**PROBLEM TO WORK ON**
Your answer should be one number: how many lines of the records hold the string "Vicente".

[MATERIAL SHOWN Boundary: Start]

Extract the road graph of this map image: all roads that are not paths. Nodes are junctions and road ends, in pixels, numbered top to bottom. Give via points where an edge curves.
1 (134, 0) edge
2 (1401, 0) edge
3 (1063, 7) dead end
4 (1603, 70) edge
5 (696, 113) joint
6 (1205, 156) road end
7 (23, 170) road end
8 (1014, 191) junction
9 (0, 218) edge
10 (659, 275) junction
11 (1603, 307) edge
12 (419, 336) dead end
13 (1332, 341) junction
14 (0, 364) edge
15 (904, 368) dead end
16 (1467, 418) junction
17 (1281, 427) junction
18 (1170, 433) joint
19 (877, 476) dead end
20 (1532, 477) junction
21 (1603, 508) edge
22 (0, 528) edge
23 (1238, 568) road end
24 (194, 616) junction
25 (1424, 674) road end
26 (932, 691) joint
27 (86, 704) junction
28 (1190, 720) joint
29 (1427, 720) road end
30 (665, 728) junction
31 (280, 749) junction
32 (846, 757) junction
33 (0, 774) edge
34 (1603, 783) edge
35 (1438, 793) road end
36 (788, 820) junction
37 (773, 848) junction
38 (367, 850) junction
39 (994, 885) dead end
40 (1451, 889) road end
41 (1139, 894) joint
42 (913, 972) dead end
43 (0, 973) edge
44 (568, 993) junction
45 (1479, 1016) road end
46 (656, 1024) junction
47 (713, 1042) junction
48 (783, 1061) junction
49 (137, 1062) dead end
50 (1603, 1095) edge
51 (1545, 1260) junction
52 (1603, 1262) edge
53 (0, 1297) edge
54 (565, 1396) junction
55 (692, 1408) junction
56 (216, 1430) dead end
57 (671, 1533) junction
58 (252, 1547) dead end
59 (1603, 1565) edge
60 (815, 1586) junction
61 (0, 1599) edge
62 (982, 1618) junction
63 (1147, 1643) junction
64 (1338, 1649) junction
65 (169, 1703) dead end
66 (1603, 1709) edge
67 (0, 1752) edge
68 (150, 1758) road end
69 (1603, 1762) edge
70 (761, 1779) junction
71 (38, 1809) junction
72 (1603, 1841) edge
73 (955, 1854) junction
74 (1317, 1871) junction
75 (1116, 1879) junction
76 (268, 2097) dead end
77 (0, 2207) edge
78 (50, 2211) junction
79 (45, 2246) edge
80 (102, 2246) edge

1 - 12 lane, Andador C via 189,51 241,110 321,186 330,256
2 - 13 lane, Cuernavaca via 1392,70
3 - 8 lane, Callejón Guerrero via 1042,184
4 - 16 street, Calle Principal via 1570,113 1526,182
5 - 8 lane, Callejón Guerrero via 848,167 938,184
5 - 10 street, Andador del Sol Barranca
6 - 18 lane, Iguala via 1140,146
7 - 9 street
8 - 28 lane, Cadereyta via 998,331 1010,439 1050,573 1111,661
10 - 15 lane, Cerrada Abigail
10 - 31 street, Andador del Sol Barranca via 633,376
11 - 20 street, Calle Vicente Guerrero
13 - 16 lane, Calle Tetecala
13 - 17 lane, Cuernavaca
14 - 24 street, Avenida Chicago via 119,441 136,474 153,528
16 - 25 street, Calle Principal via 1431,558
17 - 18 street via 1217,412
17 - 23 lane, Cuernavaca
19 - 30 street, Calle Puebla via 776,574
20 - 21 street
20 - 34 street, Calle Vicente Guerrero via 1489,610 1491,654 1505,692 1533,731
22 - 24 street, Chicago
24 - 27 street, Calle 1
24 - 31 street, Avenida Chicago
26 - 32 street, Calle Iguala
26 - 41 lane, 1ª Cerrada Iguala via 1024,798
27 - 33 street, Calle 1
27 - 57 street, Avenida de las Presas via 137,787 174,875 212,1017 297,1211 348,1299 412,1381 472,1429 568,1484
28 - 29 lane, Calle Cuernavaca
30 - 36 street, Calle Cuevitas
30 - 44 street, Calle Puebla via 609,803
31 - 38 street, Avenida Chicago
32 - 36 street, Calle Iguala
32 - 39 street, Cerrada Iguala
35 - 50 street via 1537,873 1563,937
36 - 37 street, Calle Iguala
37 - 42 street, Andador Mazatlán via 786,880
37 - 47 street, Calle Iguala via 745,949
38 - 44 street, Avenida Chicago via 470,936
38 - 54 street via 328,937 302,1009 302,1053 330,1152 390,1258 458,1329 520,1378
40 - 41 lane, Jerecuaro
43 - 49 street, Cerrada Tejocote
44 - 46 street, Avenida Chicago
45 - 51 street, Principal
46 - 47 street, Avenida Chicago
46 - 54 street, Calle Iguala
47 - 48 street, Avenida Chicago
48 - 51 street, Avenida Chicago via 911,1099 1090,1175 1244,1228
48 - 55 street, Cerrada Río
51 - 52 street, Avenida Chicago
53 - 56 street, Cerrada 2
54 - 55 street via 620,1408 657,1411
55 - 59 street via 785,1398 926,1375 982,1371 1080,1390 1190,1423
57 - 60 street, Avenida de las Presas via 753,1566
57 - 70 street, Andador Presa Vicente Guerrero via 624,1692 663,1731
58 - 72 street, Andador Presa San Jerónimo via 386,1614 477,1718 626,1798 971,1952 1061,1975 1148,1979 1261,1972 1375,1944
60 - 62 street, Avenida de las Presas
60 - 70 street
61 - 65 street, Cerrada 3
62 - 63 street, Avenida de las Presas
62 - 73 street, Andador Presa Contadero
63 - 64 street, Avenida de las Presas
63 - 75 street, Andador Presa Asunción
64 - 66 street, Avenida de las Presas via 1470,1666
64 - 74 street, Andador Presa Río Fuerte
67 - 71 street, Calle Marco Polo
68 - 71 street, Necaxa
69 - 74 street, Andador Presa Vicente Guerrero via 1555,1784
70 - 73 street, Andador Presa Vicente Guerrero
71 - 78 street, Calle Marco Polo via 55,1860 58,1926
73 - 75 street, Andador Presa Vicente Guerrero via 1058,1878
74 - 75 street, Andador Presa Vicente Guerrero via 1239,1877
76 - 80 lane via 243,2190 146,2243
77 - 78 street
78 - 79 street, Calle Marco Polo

[MATERIAL SHOWN Boundary: End]

**EXERCISE ANSWER**
7